Items listed in a dataset:
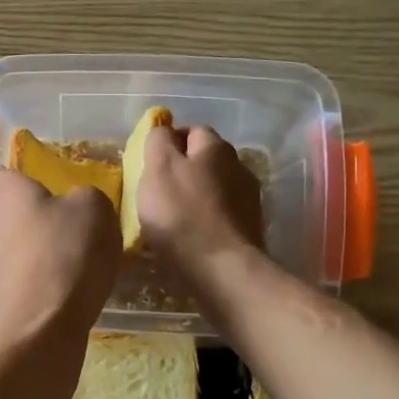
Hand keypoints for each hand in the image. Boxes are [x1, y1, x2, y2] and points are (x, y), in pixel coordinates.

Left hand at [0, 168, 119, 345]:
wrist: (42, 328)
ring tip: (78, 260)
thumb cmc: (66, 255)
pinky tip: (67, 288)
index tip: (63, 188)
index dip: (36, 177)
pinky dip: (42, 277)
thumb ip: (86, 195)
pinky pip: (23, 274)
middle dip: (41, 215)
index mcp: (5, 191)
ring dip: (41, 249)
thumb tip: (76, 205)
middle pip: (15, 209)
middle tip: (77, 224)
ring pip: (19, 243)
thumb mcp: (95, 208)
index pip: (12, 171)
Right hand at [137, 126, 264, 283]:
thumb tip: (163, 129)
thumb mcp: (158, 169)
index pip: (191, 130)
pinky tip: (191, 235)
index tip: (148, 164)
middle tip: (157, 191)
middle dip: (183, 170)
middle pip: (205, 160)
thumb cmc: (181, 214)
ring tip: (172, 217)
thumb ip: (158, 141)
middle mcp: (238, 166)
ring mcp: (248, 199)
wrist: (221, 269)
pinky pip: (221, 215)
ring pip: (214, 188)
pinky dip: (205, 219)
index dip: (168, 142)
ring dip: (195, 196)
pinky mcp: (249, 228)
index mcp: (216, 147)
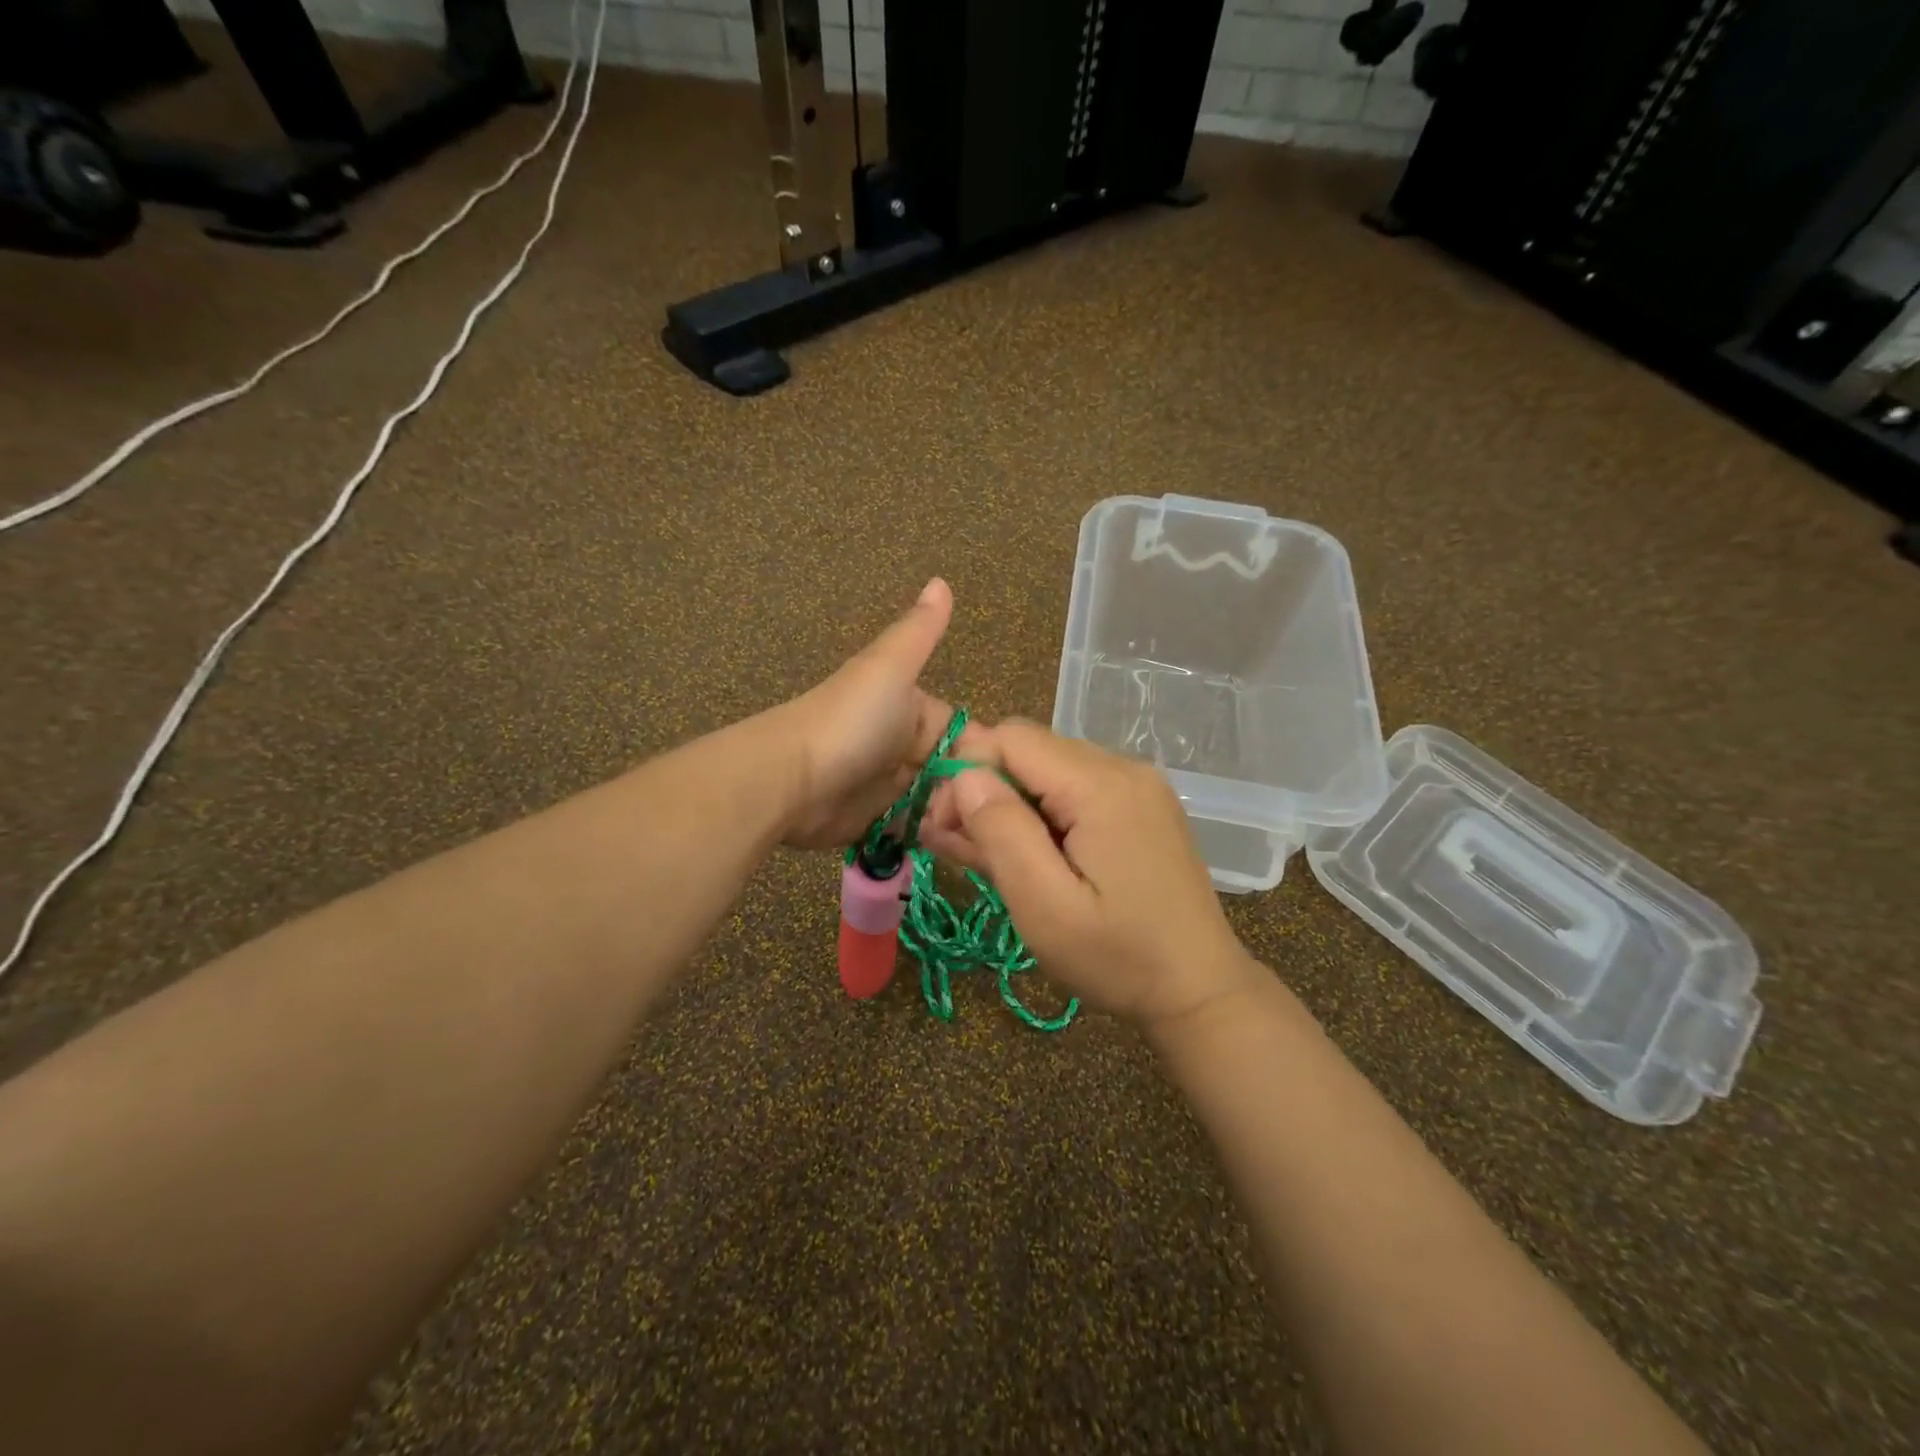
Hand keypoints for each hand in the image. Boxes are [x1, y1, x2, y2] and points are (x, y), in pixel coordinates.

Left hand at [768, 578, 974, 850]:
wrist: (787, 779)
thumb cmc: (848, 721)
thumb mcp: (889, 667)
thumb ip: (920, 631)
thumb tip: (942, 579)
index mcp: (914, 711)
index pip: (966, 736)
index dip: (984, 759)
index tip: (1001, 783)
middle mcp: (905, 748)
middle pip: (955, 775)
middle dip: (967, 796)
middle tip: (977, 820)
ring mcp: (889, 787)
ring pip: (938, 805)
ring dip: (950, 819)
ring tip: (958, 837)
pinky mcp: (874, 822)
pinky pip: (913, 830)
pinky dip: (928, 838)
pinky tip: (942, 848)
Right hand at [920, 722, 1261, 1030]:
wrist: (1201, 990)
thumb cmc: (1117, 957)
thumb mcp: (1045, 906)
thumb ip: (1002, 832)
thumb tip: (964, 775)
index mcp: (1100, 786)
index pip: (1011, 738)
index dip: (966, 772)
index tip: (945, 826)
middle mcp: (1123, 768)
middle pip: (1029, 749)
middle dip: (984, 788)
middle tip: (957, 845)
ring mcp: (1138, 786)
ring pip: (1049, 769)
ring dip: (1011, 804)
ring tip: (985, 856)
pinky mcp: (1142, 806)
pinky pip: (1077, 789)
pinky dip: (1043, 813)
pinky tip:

▶ **Task to carry out**: Pull from the data each line where the string "hand" turns up.

▶ **Solved problem**:
Hand keypoints for each hand in the image. Boxes are [x1, y1, x2, y2] and points are (x, y), in pixel coordinates.
Left hand at [0, 168, 119, 345]:
Right hand at [137, 126, 264, 283]:
Hand keypoints for each hand in the image. Boxes are [x1, y1, x2, y2] and points are (x, y), in pixel coordinates.
Left hand at [768, 578, 974, 850]:
Right hand at [920, 722, 1261, 1030]:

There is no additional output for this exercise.